Since joining the writers’ groups in which I’ve been involved, I have:
Gained inspiration (mostly in the form of “prompts”–being given a word, phrase, or theme on which to create), created many pieces of which I’m proud, shared some of my pieces aloud, and gotten praise for my work. I haven’t submitted anything for publishing (haven’t quite had the balls to deal with rejection yet), but who knows?
There has been one unexpected but completely rewarding “side effect” of joining these groups, however: developing friendships. Becoming involved in other people’s lives, discovering our common grounds, caring for others and (sometimes begrudgingly) letting them in. It seems rather dense of me, in retrospect, not to have foreseen this, but I was a very shut off person emotionally and socially at the time I “enlisted” in these groups two and a half years ago.
I was terrified of being judged, being found unworthy, being hurt, and on and on after the breakup of my marriage. I was always guarded to an extent, wary of others and their intentions, but it escalated at that point in time.
It may have been unexpected for these friendships to come into being, even unwanted in the beginning, but I’m grateful and absolutely enriched by these relationships, no doubt. And new ones are still being formed.
I generally don’t intend to share my poetry/lyrics on my blog because of copyrights, but I will share this one that I wrote about this experience. The title is in reference to the name of the group for which I had written it, Seeking the Muse.

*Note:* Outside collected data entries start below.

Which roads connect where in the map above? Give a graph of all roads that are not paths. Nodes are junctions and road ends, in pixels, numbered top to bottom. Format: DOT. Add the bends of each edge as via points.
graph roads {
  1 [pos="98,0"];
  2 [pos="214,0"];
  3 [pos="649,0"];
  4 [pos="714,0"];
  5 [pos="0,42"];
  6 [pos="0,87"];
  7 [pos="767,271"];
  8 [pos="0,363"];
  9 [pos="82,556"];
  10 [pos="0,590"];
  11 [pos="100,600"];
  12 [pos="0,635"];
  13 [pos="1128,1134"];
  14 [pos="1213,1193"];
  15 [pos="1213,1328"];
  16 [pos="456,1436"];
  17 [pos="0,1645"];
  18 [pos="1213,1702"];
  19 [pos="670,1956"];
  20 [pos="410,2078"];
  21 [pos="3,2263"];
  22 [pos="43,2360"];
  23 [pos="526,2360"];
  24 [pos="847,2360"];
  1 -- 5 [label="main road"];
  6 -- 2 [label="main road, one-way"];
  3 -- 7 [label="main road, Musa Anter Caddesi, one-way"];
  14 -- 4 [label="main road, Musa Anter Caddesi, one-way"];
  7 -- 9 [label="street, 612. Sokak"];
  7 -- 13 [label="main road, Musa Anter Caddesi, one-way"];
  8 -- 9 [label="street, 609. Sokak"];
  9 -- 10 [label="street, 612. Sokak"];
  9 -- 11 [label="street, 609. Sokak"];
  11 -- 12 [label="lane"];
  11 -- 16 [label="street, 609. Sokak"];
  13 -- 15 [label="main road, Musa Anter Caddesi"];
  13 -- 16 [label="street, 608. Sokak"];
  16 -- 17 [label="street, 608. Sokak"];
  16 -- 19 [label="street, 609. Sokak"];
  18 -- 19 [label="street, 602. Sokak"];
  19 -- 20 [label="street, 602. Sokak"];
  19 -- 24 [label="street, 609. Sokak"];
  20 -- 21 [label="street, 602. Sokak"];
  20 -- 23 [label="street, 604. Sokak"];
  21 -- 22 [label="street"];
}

Musing the Night Fantastic 8/5/09
My friends, we gather but once each week,
A time I anticipate greatly.
Sometimes it’s your singular wit,
Sometimes your prose so stately,
Sometimes those unpredictable whims;
Your crafts combine with balance.
You awe me and I’m honored so
To witness these wondrous talents.
Yet mutual respect that we each have
For our group’s sublime creations
Has grown a friendship’s precious rose,
Perhaps the greatest of our revelations.
Love you guys and gals, InFOXicatedly
Take that, John Keats!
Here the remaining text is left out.